[Stored data entries]

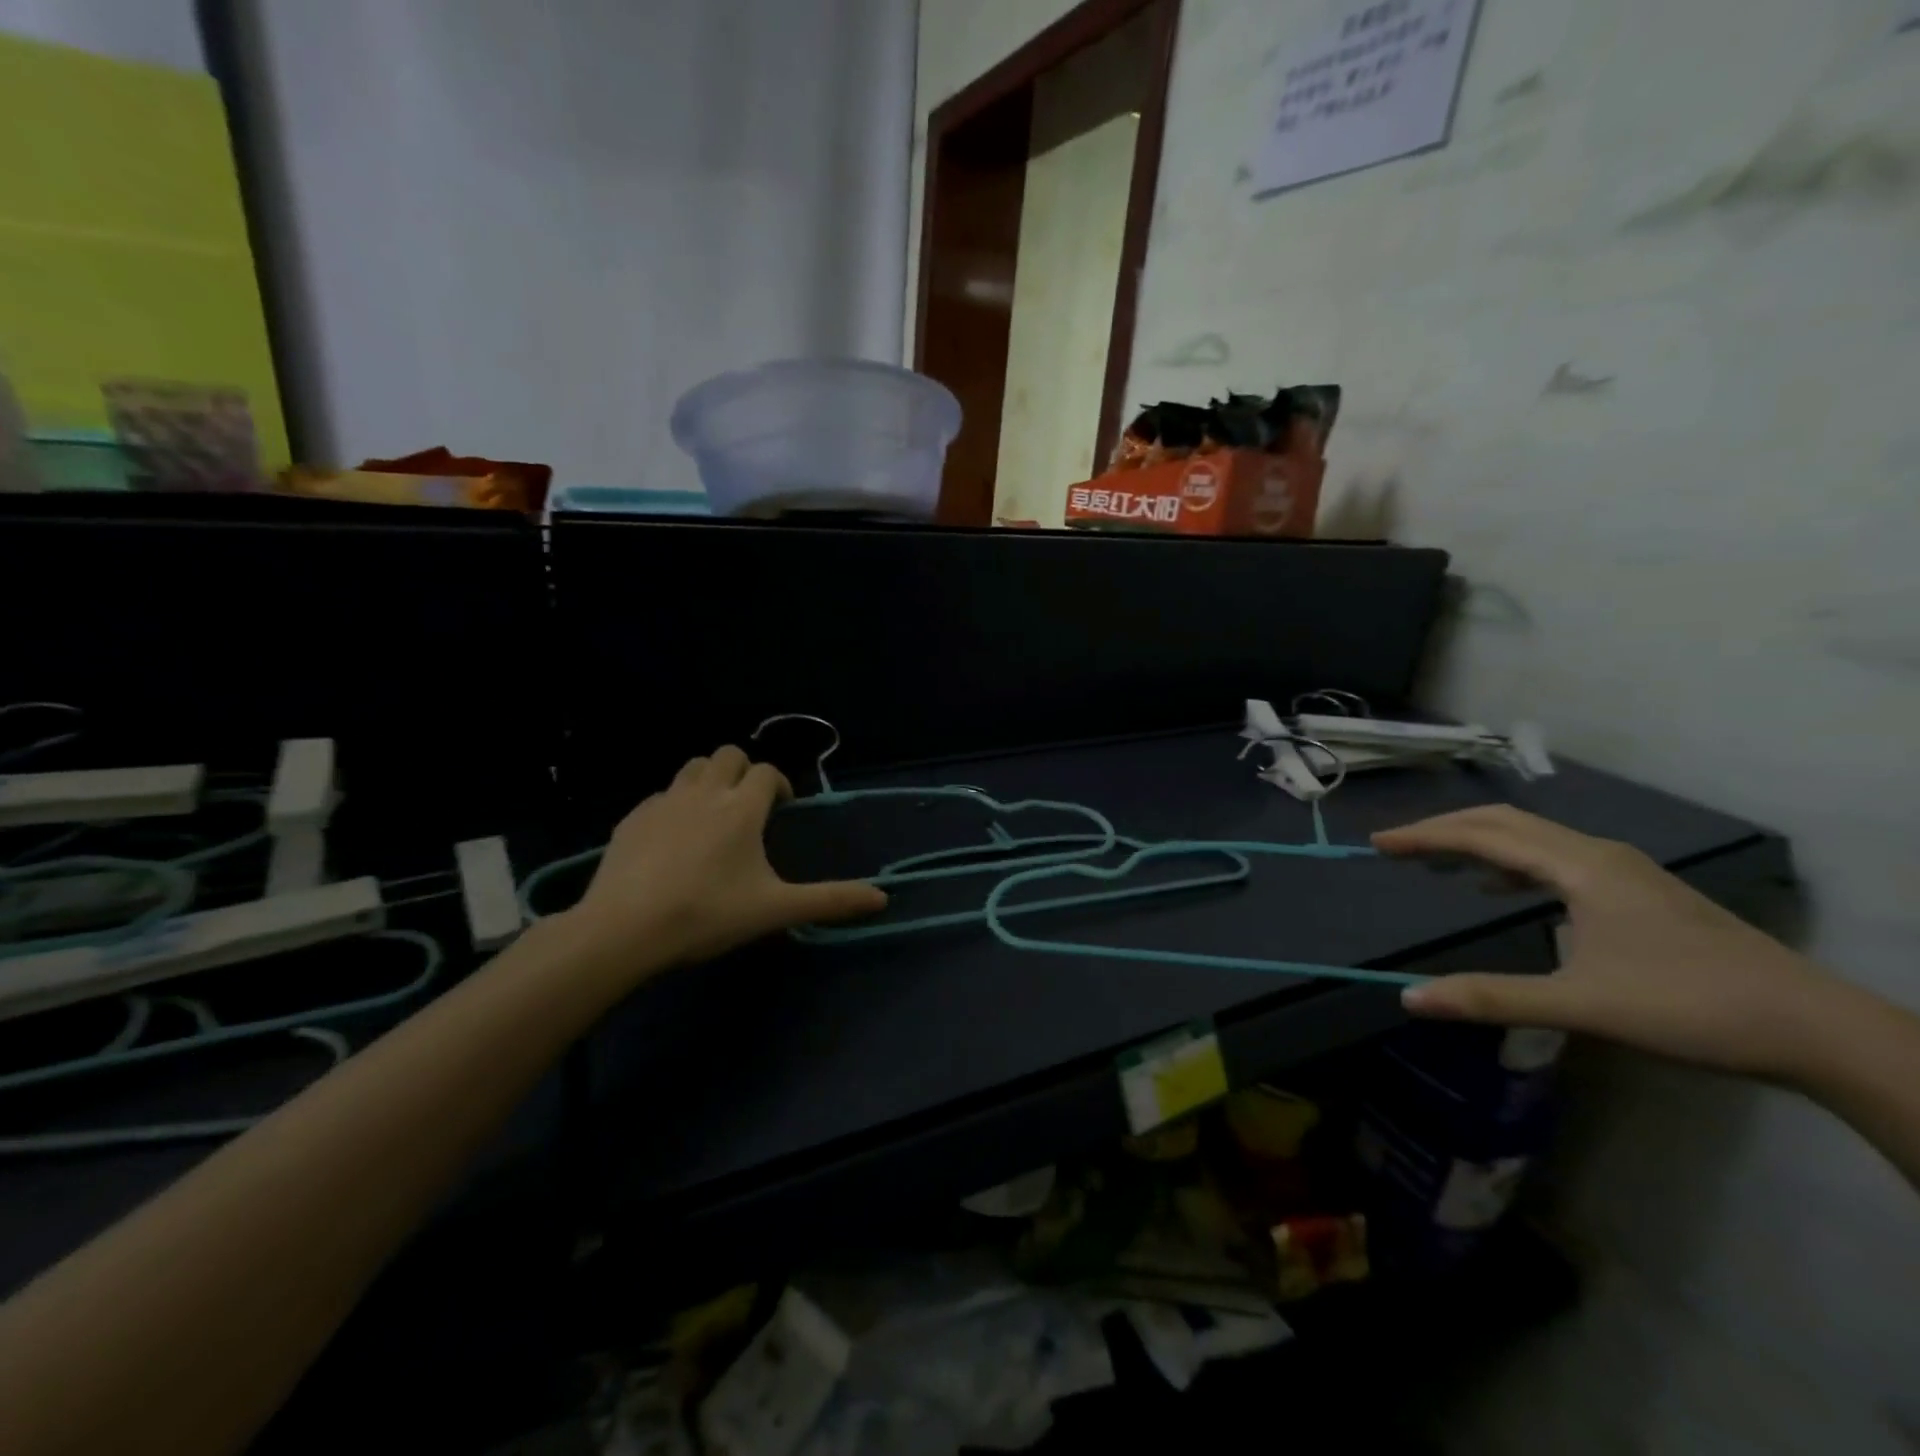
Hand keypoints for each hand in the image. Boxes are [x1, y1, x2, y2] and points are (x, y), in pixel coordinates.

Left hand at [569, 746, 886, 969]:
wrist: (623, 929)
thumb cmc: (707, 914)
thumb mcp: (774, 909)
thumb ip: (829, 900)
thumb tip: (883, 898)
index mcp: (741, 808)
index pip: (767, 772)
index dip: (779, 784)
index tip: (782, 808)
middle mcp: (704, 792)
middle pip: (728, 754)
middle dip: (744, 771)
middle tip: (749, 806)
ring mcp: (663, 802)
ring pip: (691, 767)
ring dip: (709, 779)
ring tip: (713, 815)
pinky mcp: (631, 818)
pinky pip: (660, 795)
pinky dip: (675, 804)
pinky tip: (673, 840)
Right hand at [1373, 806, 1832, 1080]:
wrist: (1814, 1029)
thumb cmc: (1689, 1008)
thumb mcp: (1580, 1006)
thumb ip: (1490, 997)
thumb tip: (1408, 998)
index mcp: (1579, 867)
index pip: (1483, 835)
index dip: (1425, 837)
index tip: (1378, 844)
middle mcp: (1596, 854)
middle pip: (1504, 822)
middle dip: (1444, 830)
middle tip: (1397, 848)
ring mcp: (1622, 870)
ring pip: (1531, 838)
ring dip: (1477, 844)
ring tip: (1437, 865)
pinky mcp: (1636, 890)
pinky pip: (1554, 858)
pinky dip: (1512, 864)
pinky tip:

_PROBLEM TO WORK ON_. A single figure is required: the number of lines in the data above in which the word "thumb" appears.

_OUTPUT FOR THIS TASK_. 8